Mobile money services have begun to evolve beyond the person-to-person transaction to a more commercial environment, with banks introducing virtual accounts that combine mobile money accounts with banking services. The success of these innovations suggests that mobile money payments have the potential to be offered by many more industries.
Within the region, telecom operators are working hard to move mobile money technology beyond the provision of simple services such as the sending and receiving of funds towards merchant services. For these operators, effective operations in Africa require greater flexibility than anywhere else in the world but there has never been a better time for new players to enter the solution space, with cellular technology leading the way.
As mobile money solutions for traders and merchants converting to a cashless future emerge, there is a requirement to support the complex revenue sharing and commissioning business models that will encourage the growth and adoption of mobile money.
Transactions such as local money transfer, international remittance, bill payments, salary transfers, mobile banking, micro loans, mobile payments and many more involve a considerable number of partners in complex ecosystems. Operators need a flexible and agile payments solution that can support, change and personalize existing partners’ contracts and onboard new partners easily, whilst also supporting revenue sharing amongst multiple partners across the entire value chain.
Payment processing and commissioning are tricky and often sensitive procedures. With a flexible and scalable payments software solution in place, operators can not only ensure that payment processing can be scaled as a company’s business processes and complexity grow, but that intricate upgrades and expansions can be implemented to deal with rapid growth. Such a solution automates the billing and settlement functionality of commissioning and payment systems and provides operators and payment service providers with the tools to focus on the m-commerce arena too.
A mobile money solution should provide a comprehensive set of tools that can support any payment or banking process over the mobile network in real time, at any time. It should be able to support a broad range of different business models and settlements, such as that between the mobile money provider and utilities companies, for paying bills for example. But it should also be agile enough to support a whole range of completely different business models, pricing plans and settlements, such as those between the mobile money provider and its micro payments partners, which might provide applications and services such as vending machine sales, online content or parking fees. As for the end customer, mobile money should always provide a simple and effective user experience in which they are able to conclude a purchase, make payments, or transfer funds through their mobile device with a few simple steps.

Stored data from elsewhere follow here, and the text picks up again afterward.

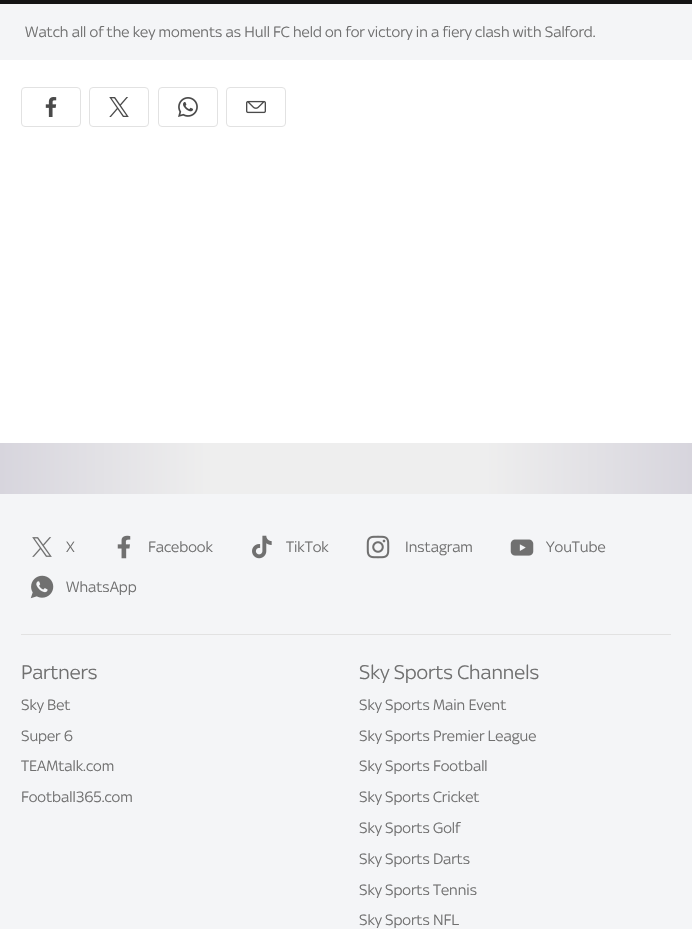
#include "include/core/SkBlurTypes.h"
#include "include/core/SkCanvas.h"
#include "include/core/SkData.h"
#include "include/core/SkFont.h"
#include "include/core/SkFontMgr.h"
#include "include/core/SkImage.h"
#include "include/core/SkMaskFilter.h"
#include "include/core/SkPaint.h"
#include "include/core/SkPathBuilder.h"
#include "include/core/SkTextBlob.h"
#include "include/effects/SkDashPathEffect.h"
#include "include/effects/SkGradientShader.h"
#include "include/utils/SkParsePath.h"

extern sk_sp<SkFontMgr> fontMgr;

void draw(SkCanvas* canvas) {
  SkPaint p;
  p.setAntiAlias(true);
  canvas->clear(SK_ColorWHITE);
  {
    const SkColor colors[] = {SkColorSetRGB(215, 213, 221), SkColorSetRGB(238, 238, 238), SkColorSetRGB(238, 238, 238), SkColorSetRGB(215, 213, 221)};
    const float stops[] = {0, 0.3f, 0.7f, 1};
    const SkPoint ends[] = {{0, 406}, {692, 406}};
    p.setShader(SkGradientShader::MakeLinear(ends, colors, stops, 4, SkTileMode::kClamp));
    p.setAlpha(255);
  }
  canvas->drawRect(SkRect::MakeLTRB(0, 443, 692, 494), p);
  p.setShader(nullptr);
  p.setColor(SkColorSetRGB(20, 20, 20));
  canvas->drawRect(SkRect::MakeLTRB(0, 0, 692, 4), p);
  p.setColor(SkColorSetRGB(244, 245, 247));
  canvas->drawRect(SkRect::MakeLTRB(0, 4, 692, 60), p);
  p.setStyle(SkPaint::kStroke_Style);
  p.setStrokeWidth(1);
  p.setColor(SkColorSetRGB(226, 226, 226));
  canvas->drawRoundRect(SkRect::MakeLTRB(21.5f, 87.5f, 80.5f, 126.5f), 3.5f, 3.5f, p);
  canvas->drawImageRect(SkImages::DeferredFromEncodedData(SkData::MakeFromFileName("images/1.png")), SkRect::MakeLTRB(45, 97, 57, 117), SkSamplingOptions());
  canvas->drawRoundRect(SkRect::MakeLTRB(89.5f, 87.5f, 148.5f, 126.5f), 3.5f, 3.5f, p);
  canvas->drawImageRect(SkImages::DeferredFromEncodedData(SkData::MakeFromFileName("images/2.png")), SkRect::MakeLTRB(109, 97, 129, 117), SkSamplingOptions());
  canvas->drawRoundRect(SkRect::MakeLTRB(158.5f, 87.5f, 217.5f, 126.5f), 3.5f, 3.5f, p);
  canvas->drawImageRect(SkImages::DeferredFromEncodedData(SkData::MakeFromFileName("images/3.png")), SkRect::MakeLTRB(178, 97, 198, 117), SkSamplingOptions());
  canvas->drawRoundRect(SkRect::MakeLTRB(226.5f, 87.5f, 285.5f, 126.5f), 3.5f, 3.5f, p);
  canvas->drawImageRect(SkImages::DeferredFromEncodedData(SkData::MakeFromFileName("images/4.png")), SkRect::MakeLTRB(246, 100, 266, 114), SkSamplingOptions());
  p.setStyle(SkPaint::kFill_Style);
  p.setColor(SkColorSetRGB(244, 245, 247));
  canvas->drawRect(SkRect::MakeLTRB(0, 494, 692, 929), p);
  p.setColor(SkColorSetRGB(226, 226, 226));
  canvas->drawRect(SkRect::MakeLTRB(21, 634, 671, 635), p);
  canvas->drawImageRect(SkImages::DeferredFromEncodedData(SkData::MakeFromFileName("images/5.png")), SkRect::MakeLTRB(32, 537, 52, 557), SkSamplingOptions());
  canvas->drawImageRect(SkImages::DeferredFromEncodedData(SkData::MakeFromFileName("images/6.png")), SkRect::MakeLTRB(117, 535, 131, 559), SkSamplingOptions());
  canvas->drawImageRect(SkImages::DeferredFromEncodedData(SkData::MakeFromFileName("images/7.png")), SkRect::MakeLTRB(252, 535, 272, 559), SkSamplingOptions());
  canvas->drawImageRect(SkImages::DeferredFromEncodedData(SkData::MakeFromFileName("images/8.png")), SkRect::MakeLTRB(366, 535, 390, 559), SkSamplingOptions());
  canvas->drawImageRect(SkImages::DeferredFromEncodedData(SkData::MakeFromFileName("images/9.png")), SkRect::MakeLTRB(510, 539, 534, 556), SkSamplingOptions());
  canvas->drawImageRect(SkImages::DeferredFromEncodedData(SkData::MakeFromFileName("images/10.png")), SkRect::MakeLTRB(30, 575, 54, 599), SkSamplingOptions());
  SkFont font1(fontMgr->matchFamilyStyle("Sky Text", SkFontStyle::Normal()), 16);
  font1.setSubpixel(true);
  p.setColor(SkColorSetRGB(112, 112, 112));
  canvas->drawString("Watch all of the key moments as Hull FC held on for victory in a fiery clash with Salford.", 25, 37, font1, p);
  canvas->drawString("X", 66, 552, font1, p);
  canvas->drawString("Facebook", 148, 552, font1, p);
  canvas->drawString("TikTok", 286, 552, font1, p);
  canvas->drawString("Instagram", 405, 552, font1, p);
  canvas->drawString("YouTube", 546, 552, font1, p);
  canvas->drawString("WhatsApp", 66, 592, font1, p);
  SkFont font2(fontMgr->matchFamilyStyle("Sky Text", SkFontStyle::Normal()), 21.25f);
  font2.setSubpixel(true);
  canvas->drawString("Partners", 21, 679, font2, p);
  canvas->drawString("Sky Bet", 21, 710, font1, p);
  canvas->drawString("Super 6", 21, 741, font1, p);
  canvas->drawString("TEAMtalk.com", 21, 771, font1, p);
  canvas->drawString("Football365.com", 21, 802, font1, p);
  canvas->drawString("Sky Sports Channels", 359, 679, font2, p);
  canvas->drawString("Sky Sports Main Event", 359, 710, font1, p);
  canvas->drawString("Sky Sports Premier League", 359, 741, font1, p);
  canvas->drawString("Sky Sports Football", 359, 771, font1, p);
  canvas->drawString("Sky Sports Cricket", 359, 802, font1, p);
  canvas->drawString("Sky Sports Golf", 359, 833, font1, p);
  canvas->drawString("Sky Sports Darts", 359, 864, font1, p);
  canvas->drawString("Sky Sports Tennis", 359, 895, font1, p);
  canvas->drawString("Sky Sports NFL", 359, 925, font1, p);
}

With a smart revenue sharing solution in place, service providers will have full support for the complex revenue sharing schemes that mobile money requires. More complex value chains are also supported. A key feature for a mobile money software solution is to enable the rapid creation of new or modification of existing contracts easily and independently.
With a smart revenue sharing solution at their disposal, service providers in sub-Saharan Africa have the means to implement personalized contracts and relationships with every partner in their ecosystem, resulting in increased attractiveness and improved business relationships; reduced total cost of ownership; a remarkably fast time-to-market and ultimately, increased revenues.
For the mobile money industry in the region, this will bring greater innovation and improved adoption of financial services on mobile platforms. And for the sub-Saharan African un-banked population, this means financial flexibility and a greater range of services: a means to manage their money in the present and plan for the future, and a better chance to find financial stability at their fingertips.